#### Problem statement
Repeat every record below exactly, but leave out any pictures.

----- Records for the task

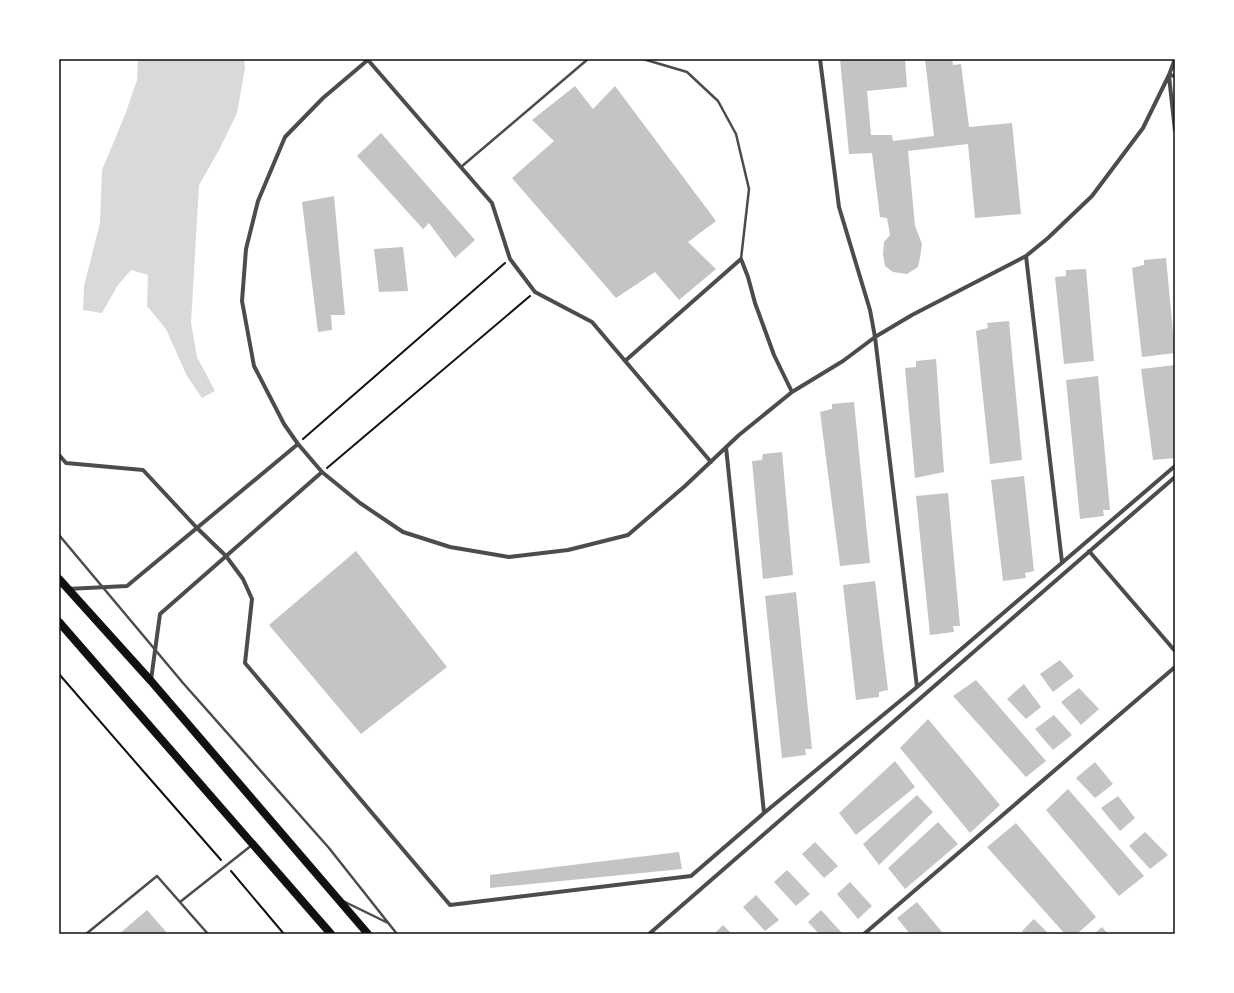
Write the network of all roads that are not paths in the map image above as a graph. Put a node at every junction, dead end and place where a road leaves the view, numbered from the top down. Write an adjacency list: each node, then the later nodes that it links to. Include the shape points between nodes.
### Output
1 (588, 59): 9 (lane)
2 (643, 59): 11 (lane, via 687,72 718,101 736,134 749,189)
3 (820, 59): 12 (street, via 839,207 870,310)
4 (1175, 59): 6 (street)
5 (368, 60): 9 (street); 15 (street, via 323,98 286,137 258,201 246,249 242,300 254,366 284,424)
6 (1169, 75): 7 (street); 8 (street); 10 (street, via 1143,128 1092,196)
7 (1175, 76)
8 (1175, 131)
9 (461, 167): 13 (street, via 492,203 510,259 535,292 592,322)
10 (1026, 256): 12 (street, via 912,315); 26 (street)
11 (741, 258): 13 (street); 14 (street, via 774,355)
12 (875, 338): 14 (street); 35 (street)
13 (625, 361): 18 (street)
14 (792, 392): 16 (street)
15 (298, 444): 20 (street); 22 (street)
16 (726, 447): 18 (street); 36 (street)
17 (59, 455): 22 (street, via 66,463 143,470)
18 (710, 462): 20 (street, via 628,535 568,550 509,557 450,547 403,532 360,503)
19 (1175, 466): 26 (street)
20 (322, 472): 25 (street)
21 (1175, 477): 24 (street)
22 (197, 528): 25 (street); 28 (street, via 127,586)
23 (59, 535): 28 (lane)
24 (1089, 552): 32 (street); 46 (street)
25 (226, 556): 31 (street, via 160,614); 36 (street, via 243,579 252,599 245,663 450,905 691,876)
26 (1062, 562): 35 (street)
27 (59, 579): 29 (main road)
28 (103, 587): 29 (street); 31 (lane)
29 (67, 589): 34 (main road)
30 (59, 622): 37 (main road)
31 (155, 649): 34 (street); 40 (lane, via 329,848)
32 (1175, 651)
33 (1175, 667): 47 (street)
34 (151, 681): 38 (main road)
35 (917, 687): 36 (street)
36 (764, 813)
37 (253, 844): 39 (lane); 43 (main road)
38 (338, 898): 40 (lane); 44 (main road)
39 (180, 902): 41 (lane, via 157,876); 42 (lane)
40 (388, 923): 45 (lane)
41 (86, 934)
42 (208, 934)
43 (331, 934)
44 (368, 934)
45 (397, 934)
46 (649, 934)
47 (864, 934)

----------

#### Task result
Write the network of all roads that are not paths in the map image above as a graph. Put a node at every junction, dead end and place where a road leaves the view, numbered from the top down. Write an adjacency list: each node, then the later nodes that it links to. Include the shape points between nodes.
### Output
1 (588, 59): 9 (lane)
2 (643, 59): 11 (lane, via 687,72 718,101 736,134 749,189)
3 (820, 59): 12 (street, via 839,207 870,310)
4 (1175, 59): 6 (street)
5 (368, 60): 9 (street); 15 (street, via 323,98 286,137 258,201 246,249 242,300 254,366 284,424)
6 (1169, 75): 7 (street); 8 (street); 10 (street, via 1143,128 1092,196)
7 (1175, 76)
8 (1175, 131)
9 (461, 167): 13 (street, via 492,203 510,259 535,292 592,322)
10 (1026, 256): 12 (street, via 912,315); 26 (street)
11 (741, 258): 13 (street); 14 (street, via 774,355)
12 (875, 338): 14 (street); 35 (street)
13 (625, 361): 18 (street)
14 (792, 392): 16 (street)
15 (298, 444): 20 (street); 22 (street)
16 (726, 447): 18 (street); 36 (street)
17 (59, 455): 22 (street, via 66,463 143,470)
18 (710, 462): 20 (street, via 628,535 568,550 509,557 450,547 403,532 360,503)
19 (1175, 466): 26 (street)
20 (322, 472): 25 (street)
21 (1175, 477): 24 (street)
22 (197, 528): 25 (street); 28 (street, via 127,586)
23 (59, 535): 28 (lane)
24 (1089, 552): 32 (street); 46 (street)
25 (226, 556): 31 (street, via 160,614); 36 (street, via 243,579 252,599 245,663 450,905 691,876)
26 (1062, 562): 35 (street)
27 (59, 579): 29 (main road)
28 (103, 587): 29 (street); 31 (lane)
29 (67, 589): 34 (main road)
30 (59, 622): 37 (main road)
31 (155, 649): 34 (street); 40 (lane, via 329,848)
32 (1175, 651)
33 (1175, 667): 47 (street)
34 (151, 681): 38 (main road)
35 (917, 687): 36 (street)
36 (764, 813)
37 (253, 844): 39 (lane); 43 (main road)
38 (338, 898): 40 (lane); 44 (main road)
39 (180, 902): 41 (lane, via 157,876); 42 (lane)
40 (388, 923): 45 (lane)
41 (86, 934)
42 (208, 934)
43 (331, 934)
44 (368, 934)
45 (397, 934)
46 (649, 934)
47 (864, 934)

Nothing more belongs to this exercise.